- **MATERIALS PROVIDED**:
++++++
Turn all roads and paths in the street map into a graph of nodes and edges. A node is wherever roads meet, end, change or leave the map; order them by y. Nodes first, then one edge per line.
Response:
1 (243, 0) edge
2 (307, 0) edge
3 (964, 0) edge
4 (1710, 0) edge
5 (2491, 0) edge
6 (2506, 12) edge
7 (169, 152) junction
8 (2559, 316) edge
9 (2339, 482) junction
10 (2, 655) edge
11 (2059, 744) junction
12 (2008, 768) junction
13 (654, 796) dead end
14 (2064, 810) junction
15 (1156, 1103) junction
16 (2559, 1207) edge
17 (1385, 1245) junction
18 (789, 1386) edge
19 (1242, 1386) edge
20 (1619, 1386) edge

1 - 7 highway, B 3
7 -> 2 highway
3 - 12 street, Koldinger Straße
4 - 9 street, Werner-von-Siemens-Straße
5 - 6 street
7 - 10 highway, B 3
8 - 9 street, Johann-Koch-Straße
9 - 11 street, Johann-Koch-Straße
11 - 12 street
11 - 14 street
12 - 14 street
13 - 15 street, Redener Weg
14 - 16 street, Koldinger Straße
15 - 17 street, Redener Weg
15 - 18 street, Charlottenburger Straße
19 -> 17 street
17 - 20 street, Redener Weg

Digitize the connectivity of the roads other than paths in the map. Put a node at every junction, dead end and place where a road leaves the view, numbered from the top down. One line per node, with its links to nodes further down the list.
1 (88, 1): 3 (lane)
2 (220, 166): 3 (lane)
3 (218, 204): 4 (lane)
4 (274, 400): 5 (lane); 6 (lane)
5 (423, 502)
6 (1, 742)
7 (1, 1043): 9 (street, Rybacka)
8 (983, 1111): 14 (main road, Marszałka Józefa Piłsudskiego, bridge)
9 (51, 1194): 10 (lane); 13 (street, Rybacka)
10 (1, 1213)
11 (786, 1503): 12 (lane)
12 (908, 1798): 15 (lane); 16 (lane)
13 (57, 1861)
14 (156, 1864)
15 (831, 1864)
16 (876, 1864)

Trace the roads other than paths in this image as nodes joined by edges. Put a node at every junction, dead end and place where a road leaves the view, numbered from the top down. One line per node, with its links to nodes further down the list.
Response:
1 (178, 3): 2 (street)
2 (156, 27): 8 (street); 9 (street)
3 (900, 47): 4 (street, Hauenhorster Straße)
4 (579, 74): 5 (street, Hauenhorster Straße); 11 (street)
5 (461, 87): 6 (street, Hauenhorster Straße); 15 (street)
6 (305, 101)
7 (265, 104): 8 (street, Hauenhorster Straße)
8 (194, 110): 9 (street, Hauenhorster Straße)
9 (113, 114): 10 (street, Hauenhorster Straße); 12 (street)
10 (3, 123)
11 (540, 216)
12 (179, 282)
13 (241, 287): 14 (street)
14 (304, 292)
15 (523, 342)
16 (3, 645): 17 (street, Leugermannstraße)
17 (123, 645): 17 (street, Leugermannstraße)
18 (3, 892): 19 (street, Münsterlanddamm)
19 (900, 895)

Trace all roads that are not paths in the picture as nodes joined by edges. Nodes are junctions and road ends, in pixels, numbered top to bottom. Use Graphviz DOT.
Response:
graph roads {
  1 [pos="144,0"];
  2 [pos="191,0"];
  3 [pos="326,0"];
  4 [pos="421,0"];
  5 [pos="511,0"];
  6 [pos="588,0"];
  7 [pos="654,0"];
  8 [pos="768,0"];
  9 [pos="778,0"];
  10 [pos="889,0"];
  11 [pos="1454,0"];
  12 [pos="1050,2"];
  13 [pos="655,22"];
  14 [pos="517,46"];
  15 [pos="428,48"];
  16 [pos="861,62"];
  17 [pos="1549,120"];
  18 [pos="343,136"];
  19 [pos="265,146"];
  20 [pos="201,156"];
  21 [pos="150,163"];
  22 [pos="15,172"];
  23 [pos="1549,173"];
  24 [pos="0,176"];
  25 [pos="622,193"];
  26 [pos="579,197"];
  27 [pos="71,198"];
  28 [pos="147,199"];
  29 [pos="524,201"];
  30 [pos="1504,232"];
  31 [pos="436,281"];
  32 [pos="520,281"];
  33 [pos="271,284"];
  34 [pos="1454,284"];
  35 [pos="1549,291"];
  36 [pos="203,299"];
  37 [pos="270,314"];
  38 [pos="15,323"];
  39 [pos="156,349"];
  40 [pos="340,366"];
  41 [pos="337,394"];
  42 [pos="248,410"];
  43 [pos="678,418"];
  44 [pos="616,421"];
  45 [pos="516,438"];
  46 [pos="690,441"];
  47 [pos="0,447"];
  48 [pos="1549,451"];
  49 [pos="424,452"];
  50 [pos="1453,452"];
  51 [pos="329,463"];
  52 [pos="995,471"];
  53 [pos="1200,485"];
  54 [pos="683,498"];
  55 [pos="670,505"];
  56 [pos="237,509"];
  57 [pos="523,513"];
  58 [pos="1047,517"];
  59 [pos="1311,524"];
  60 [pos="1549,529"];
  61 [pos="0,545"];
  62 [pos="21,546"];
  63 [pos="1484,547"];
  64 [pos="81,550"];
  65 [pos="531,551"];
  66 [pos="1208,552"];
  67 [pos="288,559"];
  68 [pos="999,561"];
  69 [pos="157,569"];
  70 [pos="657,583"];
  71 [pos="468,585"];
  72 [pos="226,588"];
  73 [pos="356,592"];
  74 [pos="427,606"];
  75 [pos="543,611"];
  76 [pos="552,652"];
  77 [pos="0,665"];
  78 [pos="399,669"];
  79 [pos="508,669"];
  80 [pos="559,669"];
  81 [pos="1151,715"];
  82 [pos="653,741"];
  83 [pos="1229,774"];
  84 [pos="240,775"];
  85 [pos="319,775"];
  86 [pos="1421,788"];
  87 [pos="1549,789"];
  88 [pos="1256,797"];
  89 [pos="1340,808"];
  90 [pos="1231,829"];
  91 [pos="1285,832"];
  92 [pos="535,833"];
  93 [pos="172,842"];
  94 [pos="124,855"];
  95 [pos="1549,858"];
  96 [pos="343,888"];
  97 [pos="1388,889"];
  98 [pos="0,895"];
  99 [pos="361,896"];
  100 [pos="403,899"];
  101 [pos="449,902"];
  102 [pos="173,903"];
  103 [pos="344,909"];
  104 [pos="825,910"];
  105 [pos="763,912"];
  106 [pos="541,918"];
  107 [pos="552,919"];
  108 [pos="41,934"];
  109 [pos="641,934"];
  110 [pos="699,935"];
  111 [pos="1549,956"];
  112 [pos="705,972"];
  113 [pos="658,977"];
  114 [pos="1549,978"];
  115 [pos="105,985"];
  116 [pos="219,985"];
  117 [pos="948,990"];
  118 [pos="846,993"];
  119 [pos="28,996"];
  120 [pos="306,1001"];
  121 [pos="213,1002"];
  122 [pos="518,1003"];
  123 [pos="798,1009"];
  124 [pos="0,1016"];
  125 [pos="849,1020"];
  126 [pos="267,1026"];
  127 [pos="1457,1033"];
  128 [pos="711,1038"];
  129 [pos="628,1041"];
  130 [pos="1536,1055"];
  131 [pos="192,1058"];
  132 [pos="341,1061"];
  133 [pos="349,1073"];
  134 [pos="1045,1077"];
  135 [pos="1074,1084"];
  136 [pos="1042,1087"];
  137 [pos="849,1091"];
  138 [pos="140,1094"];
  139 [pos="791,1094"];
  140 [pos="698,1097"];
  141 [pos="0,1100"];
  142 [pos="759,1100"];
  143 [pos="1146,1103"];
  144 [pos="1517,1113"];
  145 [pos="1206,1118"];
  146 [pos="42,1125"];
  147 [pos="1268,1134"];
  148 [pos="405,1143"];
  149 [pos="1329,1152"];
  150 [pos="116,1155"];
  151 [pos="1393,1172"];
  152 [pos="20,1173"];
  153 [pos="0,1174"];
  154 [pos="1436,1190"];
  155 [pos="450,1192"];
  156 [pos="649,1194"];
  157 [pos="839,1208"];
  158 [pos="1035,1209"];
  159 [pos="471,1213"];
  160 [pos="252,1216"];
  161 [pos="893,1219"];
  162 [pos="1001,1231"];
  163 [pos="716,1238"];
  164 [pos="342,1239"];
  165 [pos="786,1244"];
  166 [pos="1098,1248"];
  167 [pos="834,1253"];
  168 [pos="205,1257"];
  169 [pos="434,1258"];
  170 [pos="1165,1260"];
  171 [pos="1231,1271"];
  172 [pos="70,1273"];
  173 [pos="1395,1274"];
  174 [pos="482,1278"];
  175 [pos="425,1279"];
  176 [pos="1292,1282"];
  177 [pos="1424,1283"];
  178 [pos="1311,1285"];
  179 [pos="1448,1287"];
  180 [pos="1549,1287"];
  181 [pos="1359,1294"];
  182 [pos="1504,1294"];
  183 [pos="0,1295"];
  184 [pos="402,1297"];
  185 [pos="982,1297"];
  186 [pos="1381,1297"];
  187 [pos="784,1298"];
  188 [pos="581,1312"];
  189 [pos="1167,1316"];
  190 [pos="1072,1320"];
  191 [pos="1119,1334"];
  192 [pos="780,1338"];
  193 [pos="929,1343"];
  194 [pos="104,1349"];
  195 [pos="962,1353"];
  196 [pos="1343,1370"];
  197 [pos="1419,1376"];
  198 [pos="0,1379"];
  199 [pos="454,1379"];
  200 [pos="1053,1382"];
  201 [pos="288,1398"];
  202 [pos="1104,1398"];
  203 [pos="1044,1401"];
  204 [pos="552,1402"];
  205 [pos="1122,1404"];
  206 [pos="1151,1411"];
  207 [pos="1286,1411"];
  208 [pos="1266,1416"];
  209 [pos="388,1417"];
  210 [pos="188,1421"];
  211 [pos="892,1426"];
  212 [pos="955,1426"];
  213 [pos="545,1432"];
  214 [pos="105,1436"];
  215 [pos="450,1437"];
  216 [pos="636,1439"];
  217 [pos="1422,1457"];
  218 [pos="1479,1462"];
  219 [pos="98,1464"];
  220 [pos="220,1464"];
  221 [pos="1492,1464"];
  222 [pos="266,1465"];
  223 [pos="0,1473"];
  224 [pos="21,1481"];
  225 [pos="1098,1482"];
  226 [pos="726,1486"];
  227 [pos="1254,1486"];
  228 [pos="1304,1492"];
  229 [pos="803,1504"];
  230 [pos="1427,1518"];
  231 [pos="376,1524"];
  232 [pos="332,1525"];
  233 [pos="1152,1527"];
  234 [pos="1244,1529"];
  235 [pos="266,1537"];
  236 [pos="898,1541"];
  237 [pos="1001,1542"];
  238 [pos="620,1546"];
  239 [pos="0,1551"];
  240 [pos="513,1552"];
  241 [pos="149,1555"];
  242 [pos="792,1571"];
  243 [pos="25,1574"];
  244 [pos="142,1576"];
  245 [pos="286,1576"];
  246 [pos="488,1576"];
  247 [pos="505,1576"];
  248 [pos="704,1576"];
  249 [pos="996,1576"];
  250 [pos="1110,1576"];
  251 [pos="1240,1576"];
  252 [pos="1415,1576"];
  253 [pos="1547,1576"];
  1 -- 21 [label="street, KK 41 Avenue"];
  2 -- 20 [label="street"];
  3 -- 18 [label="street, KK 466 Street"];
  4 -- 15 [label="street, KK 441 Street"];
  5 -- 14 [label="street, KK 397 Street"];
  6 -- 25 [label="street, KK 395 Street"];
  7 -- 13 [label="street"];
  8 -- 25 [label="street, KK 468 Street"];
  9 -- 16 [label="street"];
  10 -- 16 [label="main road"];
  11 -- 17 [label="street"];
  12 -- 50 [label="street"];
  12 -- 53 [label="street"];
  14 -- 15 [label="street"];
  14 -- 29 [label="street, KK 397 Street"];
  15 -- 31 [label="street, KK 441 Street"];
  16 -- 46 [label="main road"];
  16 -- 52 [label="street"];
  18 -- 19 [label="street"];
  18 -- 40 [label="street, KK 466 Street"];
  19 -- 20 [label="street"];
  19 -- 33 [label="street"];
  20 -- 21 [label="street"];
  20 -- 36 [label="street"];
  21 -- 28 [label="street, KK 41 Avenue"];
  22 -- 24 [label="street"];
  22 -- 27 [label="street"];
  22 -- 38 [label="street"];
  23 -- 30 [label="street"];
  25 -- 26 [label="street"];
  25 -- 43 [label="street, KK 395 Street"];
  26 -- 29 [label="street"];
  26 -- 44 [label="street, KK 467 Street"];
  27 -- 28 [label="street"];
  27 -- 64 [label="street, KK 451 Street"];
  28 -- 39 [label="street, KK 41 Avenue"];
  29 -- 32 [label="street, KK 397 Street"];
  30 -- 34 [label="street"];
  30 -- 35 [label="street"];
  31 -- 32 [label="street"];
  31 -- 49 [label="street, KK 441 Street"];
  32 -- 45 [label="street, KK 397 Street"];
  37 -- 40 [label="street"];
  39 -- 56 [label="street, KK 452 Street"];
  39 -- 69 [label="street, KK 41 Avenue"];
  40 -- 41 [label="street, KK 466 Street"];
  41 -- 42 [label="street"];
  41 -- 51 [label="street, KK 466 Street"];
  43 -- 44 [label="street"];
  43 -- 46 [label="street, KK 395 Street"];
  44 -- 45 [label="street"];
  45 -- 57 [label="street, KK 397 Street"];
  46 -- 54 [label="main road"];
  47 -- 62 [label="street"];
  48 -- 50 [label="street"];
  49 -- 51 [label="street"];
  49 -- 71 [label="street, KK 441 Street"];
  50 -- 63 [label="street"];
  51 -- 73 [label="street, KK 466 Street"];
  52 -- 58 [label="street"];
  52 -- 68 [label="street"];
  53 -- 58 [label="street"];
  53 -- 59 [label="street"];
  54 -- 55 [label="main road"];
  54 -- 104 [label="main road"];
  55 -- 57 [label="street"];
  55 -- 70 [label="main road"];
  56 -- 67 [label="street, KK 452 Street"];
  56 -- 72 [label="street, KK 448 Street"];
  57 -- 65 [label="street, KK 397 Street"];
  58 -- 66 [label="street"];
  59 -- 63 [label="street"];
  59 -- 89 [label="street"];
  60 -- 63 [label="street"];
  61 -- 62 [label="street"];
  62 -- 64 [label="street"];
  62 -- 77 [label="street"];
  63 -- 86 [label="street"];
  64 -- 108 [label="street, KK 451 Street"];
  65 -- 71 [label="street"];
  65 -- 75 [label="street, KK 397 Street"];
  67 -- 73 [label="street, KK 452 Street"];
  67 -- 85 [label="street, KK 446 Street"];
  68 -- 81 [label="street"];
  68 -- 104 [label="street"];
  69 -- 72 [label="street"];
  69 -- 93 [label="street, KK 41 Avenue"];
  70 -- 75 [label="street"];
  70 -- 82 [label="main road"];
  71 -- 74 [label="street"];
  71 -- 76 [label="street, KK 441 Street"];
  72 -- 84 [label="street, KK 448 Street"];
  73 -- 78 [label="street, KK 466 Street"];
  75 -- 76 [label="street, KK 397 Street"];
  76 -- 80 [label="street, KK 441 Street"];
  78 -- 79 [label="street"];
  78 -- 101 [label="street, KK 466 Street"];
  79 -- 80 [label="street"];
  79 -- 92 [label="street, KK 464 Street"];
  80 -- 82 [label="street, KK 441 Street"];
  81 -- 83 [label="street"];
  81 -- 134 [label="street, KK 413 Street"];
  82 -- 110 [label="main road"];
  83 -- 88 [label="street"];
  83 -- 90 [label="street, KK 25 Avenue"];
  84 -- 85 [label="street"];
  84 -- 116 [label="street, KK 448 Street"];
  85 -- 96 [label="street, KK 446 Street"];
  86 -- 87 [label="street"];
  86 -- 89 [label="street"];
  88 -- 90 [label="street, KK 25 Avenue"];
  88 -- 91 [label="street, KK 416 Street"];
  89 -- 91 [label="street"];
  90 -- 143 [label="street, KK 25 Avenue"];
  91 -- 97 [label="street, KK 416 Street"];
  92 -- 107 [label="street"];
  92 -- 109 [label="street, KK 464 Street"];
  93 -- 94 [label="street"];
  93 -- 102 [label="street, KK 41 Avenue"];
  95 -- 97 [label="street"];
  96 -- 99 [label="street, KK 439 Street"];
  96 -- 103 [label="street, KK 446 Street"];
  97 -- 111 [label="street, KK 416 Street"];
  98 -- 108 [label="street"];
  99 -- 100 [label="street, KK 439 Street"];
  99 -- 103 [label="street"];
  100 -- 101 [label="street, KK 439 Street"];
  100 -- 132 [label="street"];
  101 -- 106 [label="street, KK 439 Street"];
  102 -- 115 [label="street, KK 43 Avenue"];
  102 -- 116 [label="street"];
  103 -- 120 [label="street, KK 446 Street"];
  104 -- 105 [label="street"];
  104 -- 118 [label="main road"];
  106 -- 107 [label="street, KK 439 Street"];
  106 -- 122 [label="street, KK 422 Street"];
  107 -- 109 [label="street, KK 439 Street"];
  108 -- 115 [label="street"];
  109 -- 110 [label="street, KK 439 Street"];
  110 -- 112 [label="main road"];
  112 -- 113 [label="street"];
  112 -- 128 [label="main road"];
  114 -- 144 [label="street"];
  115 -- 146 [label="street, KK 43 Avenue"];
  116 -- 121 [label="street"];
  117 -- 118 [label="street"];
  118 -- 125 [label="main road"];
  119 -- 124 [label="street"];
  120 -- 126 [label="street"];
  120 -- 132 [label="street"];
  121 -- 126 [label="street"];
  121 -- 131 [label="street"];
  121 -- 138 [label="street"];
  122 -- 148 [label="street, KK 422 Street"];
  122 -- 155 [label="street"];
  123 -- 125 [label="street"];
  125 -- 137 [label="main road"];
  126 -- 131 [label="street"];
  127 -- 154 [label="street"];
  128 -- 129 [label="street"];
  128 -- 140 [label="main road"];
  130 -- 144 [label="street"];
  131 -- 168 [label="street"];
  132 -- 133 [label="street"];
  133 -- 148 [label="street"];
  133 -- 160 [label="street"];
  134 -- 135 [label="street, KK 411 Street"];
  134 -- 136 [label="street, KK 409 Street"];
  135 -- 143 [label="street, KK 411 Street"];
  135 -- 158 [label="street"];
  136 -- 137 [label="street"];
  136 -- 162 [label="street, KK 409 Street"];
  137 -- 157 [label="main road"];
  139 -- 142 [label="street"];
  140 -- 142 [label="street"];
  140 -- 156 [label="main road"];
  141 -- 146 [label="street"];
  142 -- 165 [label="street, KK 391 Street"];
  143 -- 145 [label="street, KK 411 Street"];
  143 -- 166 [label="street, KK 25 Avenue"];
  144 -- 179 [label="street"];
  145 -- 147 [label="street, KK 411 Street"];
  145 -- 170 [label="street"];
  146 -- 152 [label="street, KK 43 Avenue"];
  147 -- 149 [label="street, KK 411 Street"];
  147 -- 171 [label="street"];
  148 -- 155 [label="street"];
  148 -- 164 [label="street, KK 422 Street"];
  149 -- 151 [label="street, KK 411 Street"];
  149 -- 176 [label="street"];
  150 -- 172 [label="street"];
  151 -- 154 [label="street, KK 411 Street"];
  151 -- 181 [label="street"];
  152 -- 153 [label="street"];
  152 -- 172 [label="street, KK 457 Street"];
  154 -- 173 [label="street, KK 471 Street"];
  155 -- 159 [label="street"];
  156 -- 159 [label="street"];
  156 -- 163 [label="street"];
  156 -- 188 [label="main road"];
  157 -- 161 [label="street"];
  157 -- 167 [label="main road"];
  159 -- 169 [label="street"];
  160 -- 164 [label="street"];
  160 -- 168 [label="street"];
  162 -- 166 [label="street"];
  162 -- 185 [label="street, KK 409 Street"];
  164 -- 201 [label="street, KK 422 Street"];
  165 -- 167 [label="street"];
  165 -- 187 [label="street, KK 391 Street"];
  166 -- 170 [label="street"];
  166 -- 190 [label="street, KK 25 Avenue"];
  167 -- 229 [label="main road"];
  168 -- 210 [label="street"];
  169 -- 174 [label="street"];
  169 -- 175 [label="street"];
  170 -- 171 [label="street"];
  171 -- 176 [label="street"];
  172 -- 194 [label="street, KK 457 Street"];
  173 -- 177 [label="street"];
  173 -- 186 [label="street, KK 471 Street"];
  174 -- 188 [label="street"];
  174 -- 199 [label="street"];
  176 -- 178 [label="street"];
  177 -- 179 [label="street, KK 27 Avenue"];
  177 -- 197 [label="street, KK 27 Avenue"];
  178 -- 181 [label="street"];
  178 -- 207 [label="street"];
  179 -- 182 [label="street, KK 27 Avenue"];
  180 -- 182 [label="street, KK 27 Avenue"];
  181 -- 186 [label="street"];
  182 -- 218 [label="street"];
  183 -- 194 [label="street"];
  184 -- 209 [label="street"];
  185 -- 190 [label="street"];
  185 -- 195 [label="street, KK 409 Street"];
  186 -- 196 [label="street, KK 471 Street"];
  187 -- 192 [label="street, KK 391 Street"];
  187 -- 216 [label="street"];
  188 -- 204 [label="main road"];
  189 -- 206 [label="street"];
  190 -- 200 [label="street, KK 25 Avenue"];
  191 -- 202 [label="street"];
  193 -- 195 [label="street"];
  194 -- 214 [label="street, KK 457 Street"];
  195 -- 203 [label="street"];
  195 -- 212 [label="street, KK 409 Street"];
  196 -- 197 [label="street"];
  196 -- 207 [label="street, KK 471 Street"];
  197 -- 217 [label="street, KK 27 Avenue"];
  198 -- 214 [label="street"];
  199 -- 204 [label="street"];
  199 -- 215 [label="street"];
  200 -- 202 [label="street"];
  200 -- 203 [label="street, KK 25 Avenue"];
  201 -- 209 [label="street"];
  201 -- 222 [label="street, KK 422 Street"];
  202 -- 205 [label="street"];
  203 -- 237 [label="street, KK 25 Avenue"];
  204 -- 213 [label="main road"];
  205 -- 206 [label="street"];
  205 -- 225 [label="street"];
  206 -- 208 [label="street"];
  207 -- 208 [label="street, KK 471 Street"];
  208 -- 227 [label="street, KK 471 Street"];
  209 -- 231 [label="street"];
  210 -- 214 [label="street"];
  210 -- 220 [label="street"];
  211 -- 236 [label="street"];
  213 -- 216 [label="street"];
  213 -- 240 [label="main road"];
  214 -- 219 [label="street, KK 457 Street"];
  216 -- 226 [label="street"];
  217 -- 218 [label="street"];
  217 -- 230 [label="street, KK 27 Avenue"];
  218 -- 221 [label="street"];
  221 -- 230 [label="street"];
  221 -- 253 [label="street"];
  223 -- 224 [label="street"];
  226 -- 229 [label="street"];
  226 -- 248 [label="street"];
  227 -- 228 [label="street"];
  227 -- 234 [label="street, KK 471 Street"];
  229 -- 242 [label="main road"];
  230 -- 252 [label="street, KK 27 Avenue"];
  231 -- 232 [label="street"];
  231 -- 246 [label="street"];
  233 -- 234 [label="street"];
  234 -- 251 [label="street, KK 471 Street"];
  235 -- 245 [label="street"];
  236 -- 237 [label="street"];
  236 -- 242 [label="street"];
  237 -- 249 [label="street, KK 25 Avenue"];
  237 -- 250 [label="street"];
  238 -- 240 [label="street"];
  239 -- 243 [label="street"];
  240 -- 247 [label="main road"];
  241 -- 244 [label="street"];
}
++++++
- **TASK DIRECTIONS**: Wherever a line holds the word "Koldinger", copy that line out of the entries above.

- **OUTPUT FOR THIS TASK**:
3 - 12 street, Koldinger Straße
14 - 16 street, Koldinger Straße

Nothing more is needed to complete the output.